**What needs to be done:** Reply with one number only: the count of lines below that contain the word "九龙山路".
Top of Input material
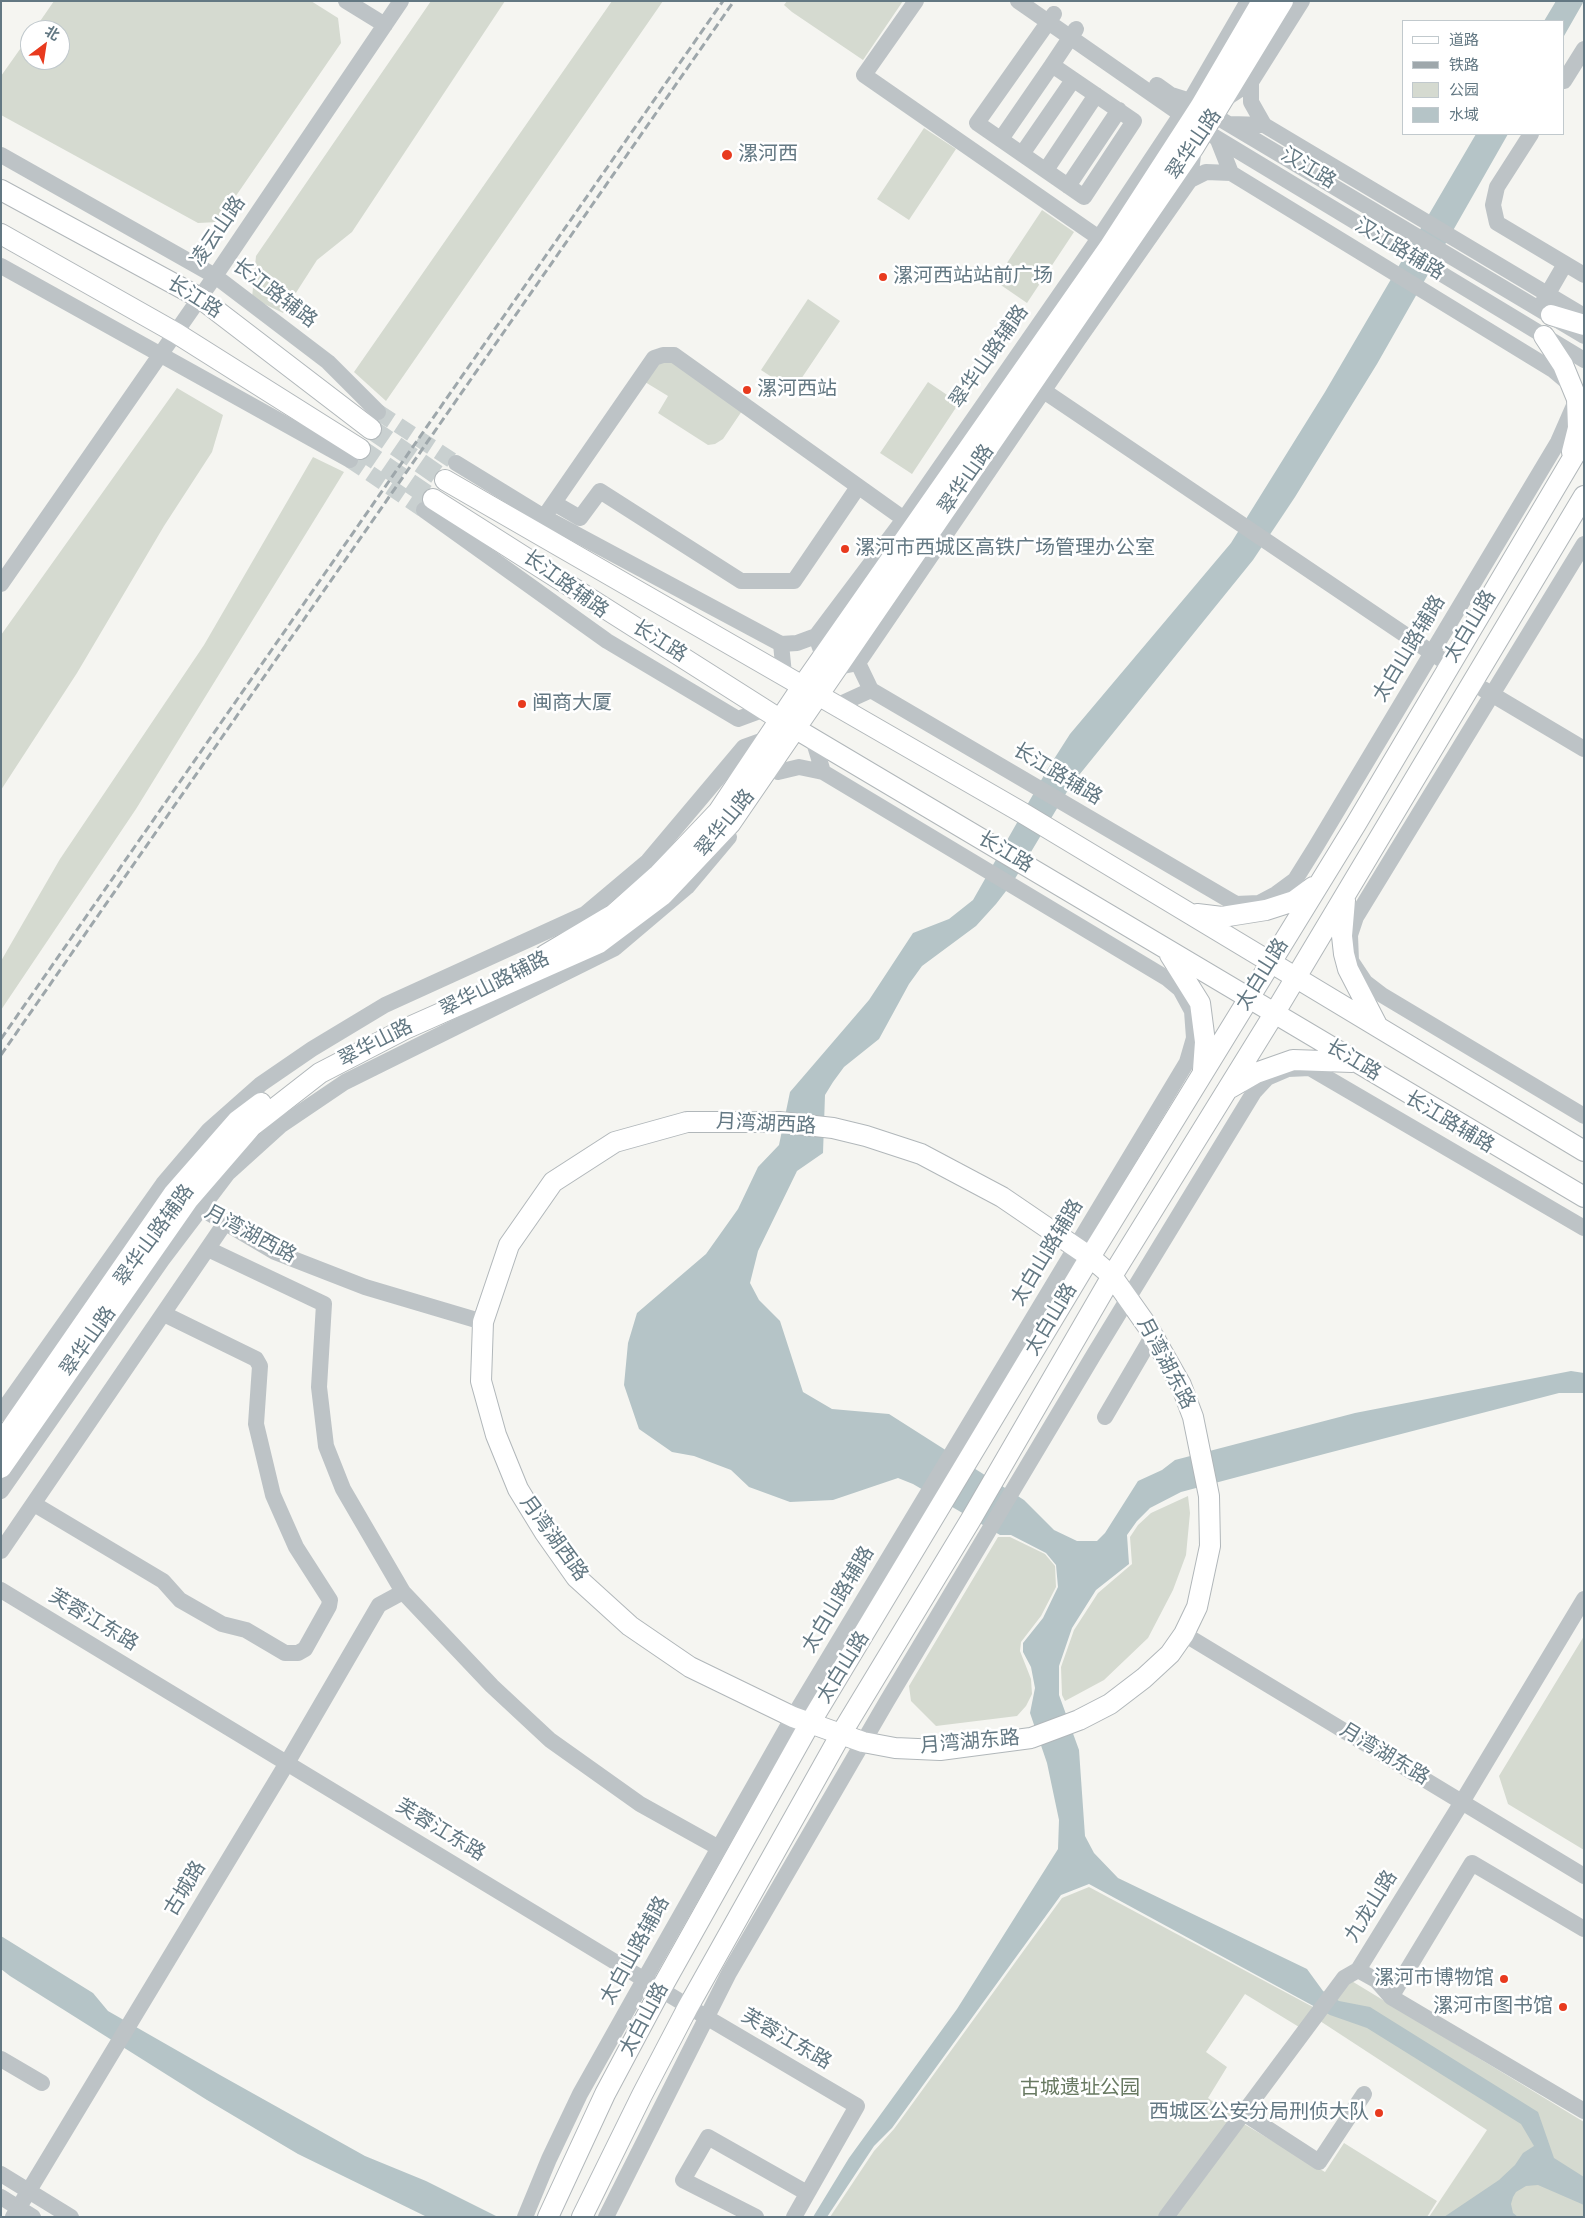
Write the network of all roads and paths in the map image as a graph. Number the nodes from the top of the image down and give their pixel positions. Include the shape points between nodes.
1 (346, 1) edge
2 (401, 1) edge
3 (916, 1) edge
4 (1018, 1) edge
5 (1036, 1) edge
6 (1248, 1) edge
7 (1262, 1) edge
8 (1283, 1) edge
9 (1302, 1) edge
10 (1051, 18) junction
11 (385, 24) junction
12 (1073, 33) junction
13 (1584, 49) edge
14 (1052, 65) junction
15 (1565, 79) edge
16 (1073, 80) junction
17 (1251, 82) junction
18 (1096, 95) junction
19 (1226, 99) junction
20 (1202, 123) junction
21 (1264, 125) junction
22 (1530, 135) edge
23 (1001, 139) junction
24 (1022, 154) junction
25 (1, 155) edge
26 (1046, 170) junction
27 (1231, 173) junction
28 (1190, 180) junction
29 (1, 190) edge
30 (1, 234) edge
31 (1099, 238) junction
32 (1565, 264) junction
33 (1, 266) edge
34 (1584, 274) edge
35 (215, 276) junction
36 (1548, 294) junction
37 (200, 298) junction
38 (1545, 312) junction
39 (1584, 316) edge
40 (1584, 325) edge
41 (176, 332) junction
42 (1544, 336) junction
43 (1584, 336) edge
44 (161, 354) junction
45 (1584, 360) edge
46 (1038, 387) junction
47 (1575, 393) junction
48 (374, 420) joint
49 (1584, 439) edge
50 (355, 454) joint
51 (1570, 461) junction
52 (456, 463) tunnel mouth
53 (444, 480) tunnel mouth
54 (858, 487) junction
55 (1584, 496) edge
56 (554, 502) junction
57 (428, 504) joint
58 (544, 517) junction
59 (904, 519) junction
60 (1584, 544) edge
61 (1, 584) edge
62 (816, 636) junction
63 (781, 644) junction
64 (1441, 659) junction
65 (831, 662) junction
66 (858, 662) junction
67 (784, 674) junction
68 (1472, 682) junction
69 (811, 690) junction
70 (871, 690) junction
71 (1492, 694) junction
72 (836, 706) junction
73 (738, 719) junction
74 (789, 724) junction
75 (775, 744) junction
76 (744, 747) junction
77 (1584, 749) edge
78 (778, 772) junction
79 (823, 772) junction
80 (1321, 881) junction
81 (1346, 895) junction
82 (1259, 903) joint
83 (1190, 913) junction
84 (1166, 950) junction
85 (1271, 962) junction
86 (1296, 978) junction
87 (1249, 999) junction
88 (1274, 1014) junction
89 (1378, 1027) junction
90 (1355, 1063) junction
91 (1203, 1073) junction
92 (1228, 1090) junction
93 (1584, 1116) edge
94 (1584, 1150) edge
95 (182, 1197) junction
96 (1584, 1197) edge
97 (225, 1223) junction
98 (1584, 1228) edge
99 (208, 1249) junction
100 (1083, 1252) junction
101 (1112, 1276) junction
102 (1128, 1298) junction
103 (164, 1314) junction
104 (483, 1322) junction
105 (1153, 1335) junction
106 (1, 1413) edge
107 (1105, 1417) dead end
108 (1, 1443) edge
109 (1, 1468) edge
110 (1, 1491) edge
111 (34, 1504) junction
112 (1, 1551) edge
113 (1, 1590) edge
114 (403, 1592) junction
115 (1584, 1599) edge
116 (1184, 1634) junction
117 (802, 1720) junction
118 (841, 1734) junction
119 (863, 1742) junction
120 (287, 1763) junction
121 (1462, 1802) junction
122 (719, 1848) junction
123 (1584, 1876) edge
124 (1584, 1929) edge
125 (1351, 1974) junction
126 (652, 1985) junction
127 (1391, 1997) junction
128 (688, 2007) junction
129 (706, 2017) junction
130 (1, 2059) edge
131 (42, 2083) dead end
132 (1364, 2094) dead end
133 (1584, 2111) edge
134 (1245, 2114) junction
135 (1, 2174) edge
136 (29, 2191) junction
137 (808, 2193) junction
138 (1, 2197) edge
139 (16, 2212) edge
140 (33, 2217) edge
141 (71, 2217) edge
142 (525, 2217) edge
143 (548, 2217) edge
144 (582, 2217) edge
145 (606, 2217) edge
146 (756, 2217) edge
147 (794, 2217) edge
148 (1166, 2217) edge

1 - 11 street
2 - 11 street, 凌云山路
3 - 31 street via 864,75
4 - 10 street, 汉江路
5 - 10 street, 汉江路
6 - 20 street, 翠华山路辅路
7 - 20 main road, 翠华山路
8 - 19 main road, 翠华山路
9 - 17 street
10 - 12 street, 汉江路
10 - 23 street via 977,123
11 - 35 street, 凌云山路
12 - 14 street
12 - 20 street, 汉江路 via 1166,103
13 - 15 street
14 - 16 street
14 - 23 street
16 - 18 street
16 - 24 street
17 - 19 street
17 - 21 street via 1251,102
18 - 26 street
18 - 26 street via 1134,121 1084,197
19 - 20 main road, 翠华山路
20 - 21 street, 汉江路辅路
20 - 27 street
20 - 28 street, 翠华山路辅路
20 - 31 street, 翠华山路辅路
20 - 38 street, 汉江路 via 1412,232
20 - 42 street, 汉江路
20 - 46 main road, 翠华山路
20 - 65 main road, 翠华山路 via 1110,246
21 - 36 street, 汉江路辅路
22 - 32 street via 1497,187 1492,205 1498,223
23 - 24 street
24 - 26 street
25 - 35 street, 长江路辅路
27 - 28 street via 1206,172
27 - 47 street, 汉江路辅路 via 1553,370
28 - 46 street, 翠华山路辅路
29 - 37 main road, 长江路
30 - 41 main road, 长江路
31 - 59 street, 翠华山路辅路
32 - 34 street
32 - 36 street
33 - 44 street
35 - 37 street, 凌云山路
35 - 48 street, 长江路辅路 via 328,362
36 - 38 street
36 - 39 street, 汉江路辅路
37 - 41 street, 凌云山路
37 - 48 main road, 长江路
38 - 40 main road
38 - 43 street, 汉江路
41 - 44 street, 凌云山路
41 - 50 main road, 长江路
42 - 45 street, 汉江路
42 - 47 main road via 1563,365
44 - 50 street
44 - 61 street, 凌云山路
46 - 64 street
46 - 65 main road, 翠华山路
46 - 66 street, 翠华山路辅路
47 - 51 main road via 1578,428
47 - 64 street, 太白山路辅路 via 1558,442
49 - 51 main road, 太白山路
51 - 64 main road, 太白山路
52 - 58 street
53 - 67 main road, 长江路
54 - 56 street via 794,581 741,581 600,492 580,518
54 - 56 street via 674,355 663,355 654,358
54 - 59 street
55 - 68 main road, 太白山路
56 - 58 street
57 - 73 street, 长江路辅路 via 607,641
57 - 74 main road, 长江路
58 - 63 street
59 - 62 street, 翠华山路辅路
60 - 71 street
62 - 63 street via 797,643
62 - 65 street
63 - 67 street
64 - 80 main road, 太白山路
64 - 82 street, 太白山路辅路 via 1295,880
65 - 66 street
65 - 69 main road, 翠华山路
66 - 70 street
67 - 69 main road, 长江路
68 - 71 street
68 - 81 main road, 太白山路
69 - 72 main road, 长江路
69 - 74 main road, 翠华山路
70 - 72 street
70 - 82 street, 长江路辅路 via 1236,904
71 - 77 street
71 - 93 street via 1356,917 1350,935 1351,961 1365,982 1382,995
72 - 83 main road, 长江路 via 1050,828
73 - 74 street
73 - 76 street
74 - 75 main road, 翠华山路
74 - 79 street
74 - 84 main road, 长江路
75 - 76 street
75 - 78 street, 翠华山路辅路
75 - 95 main road, 翠华山路 via 718,812 659,874 614,914 548,953 400,1020 311,1065 238,1121
76 - 95 street, 翠华山路辅路 via 648,861 585,914 385,1006 261,1084 209,1130
78 - 79 street via 799,767
78 - 95 street, 翠华山路辅路 via 688,887 614,948 346,1082 280,1126 228,1173
79 - 100 street, 太白山路辅路 via 1180,989 1192,1012 1194,1038 1187,1062
80 - 83 main road via 1294,901 1266,910 1222,917
80 - 85 main road, 太白山路
81 - 86 main road, 太白山路
81 - 89 main road via 1342,936 1344,954 1348,969
83 - 85 main road, 长江路
84 - 87 main road, 长江路
84 - 91 main road via 1200,1003 1205,1042
85 - 86 main road, 长江路
85 - 87 main road, 太白山路
86 - 88 main road, 太白山路
86 - 89 main road, 长江路
87 - 88 main road, 长江路
87 - 91 main road, 太白山路
88 - 90 main road, 长江路
88 - 92 main road, 太白山路
89 - 94 main road, 长江路
90 - 92 main road via 1293,1060 1256,1073
90 - 96 main road, 长江路
91 - 100 main road, 太白山路
92 - 101 main road, 太白山路
95 - 97 street, 月湾湖西路
95 - 106 street, 翠华山路辅路
95 - 108 main road, 翠华山路
95 - 109 main road, 翠华山路
95 - 110 street, 翠华山路辅路
97 - 99 street
97 - 104 street, 月湾湖西路 via 275,1252 365,1288
98 - 102 street, 长江路辅路 via 1327,1076 1310,1068 1288,1069 1266,1078 1254,1092
99 - 103 street
99 - 114 street via 324,1304 319,1387 326,1446 344,1489
100 - 101 main road, 月湾湖西路
100 - 104 main road, 月湾湖西路 via 1002,1197 921,1154 834,1128 779,1122 687,1122 614,1142 553,1182 509,1245
100 - 117 main road, 太白山路
101 - 102 main road, 月湾湖东路
101 - 118 main road, 太白山路 via 970,1521
102 - 105 main road, 月湾湖东路
102 - 119 street
103 - 111 street
103 - 111 street via 256,1359 260,1366 256,1424 273,1495 296,1547 330,1600 305,1649 286,1653 246,1630 222,1624 180,1600 163,1581
104 - 117 main road, 月湾湖西路 via 481,1381 496,1436 518,1489 576,1576 630,1626 690,1667
105 - 107 street
105 - 116 main road, 月湾湖东路 via 1181,1385 1193,1417 1210,1496 1210,1546 1206,1570 1197,1607
111 - 112 street
113 - 120 street, 芙蓉江东路
114 - 120 street, 古城路 via 379,1605
114 - 122 street via 492,1686 550,1740 640,1804
115 - 121 street, 九龙山路
116 - 119 main road, 月湾湖东路 via 1170,1654 1110,1704 1080,1720 1031,1738 940,1750 895,1748
116 - 121 street, 月湾湖东路
117 - 118 main road, 月湾湖西路
117 - 122 street, 太白山路辅路
117 - 126 main road, 太白山路
118 - 119 main road, 月湾湖东路
118 - 128 main road, 太白山路
119 - 129 street via 728,1973
120 - 126 street, 芙蓉江东路
120 - 136 street, 古城路
121 - 123 street, 月湾湖东路
121 - 125 street, 九龙山路
122 - 126 street, 太白山路辅路
124 - 127 street via 1472,1863
125 - 127 street via 1376,1980
125 - 134 street, 九龙山路 via 1310,2022
126 - 128 street, 芙蓉江东路
126 - 142 street, 太白山路辅路 via 580,2094
126 - 143 main road, 太白山路
127 - 133 street
128 - 129 street, 芙蓉江东路
128 - 144 main road, 太白山路
129 - 137 street, 芙蓉江东路 via 857,2106
129 - 145 street
130 - 131 street
132 - 134 street via 1319,2162
134 - 148 street, 九龙山路
135 - 136 street
136 - 139 street, 古城路
136 - 141 street
137 - 146 street via 708,2137 683,2180
137 - 147 street
138 - 139 street
139 - 140 street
Bottom of Input material
**Expected output:** 4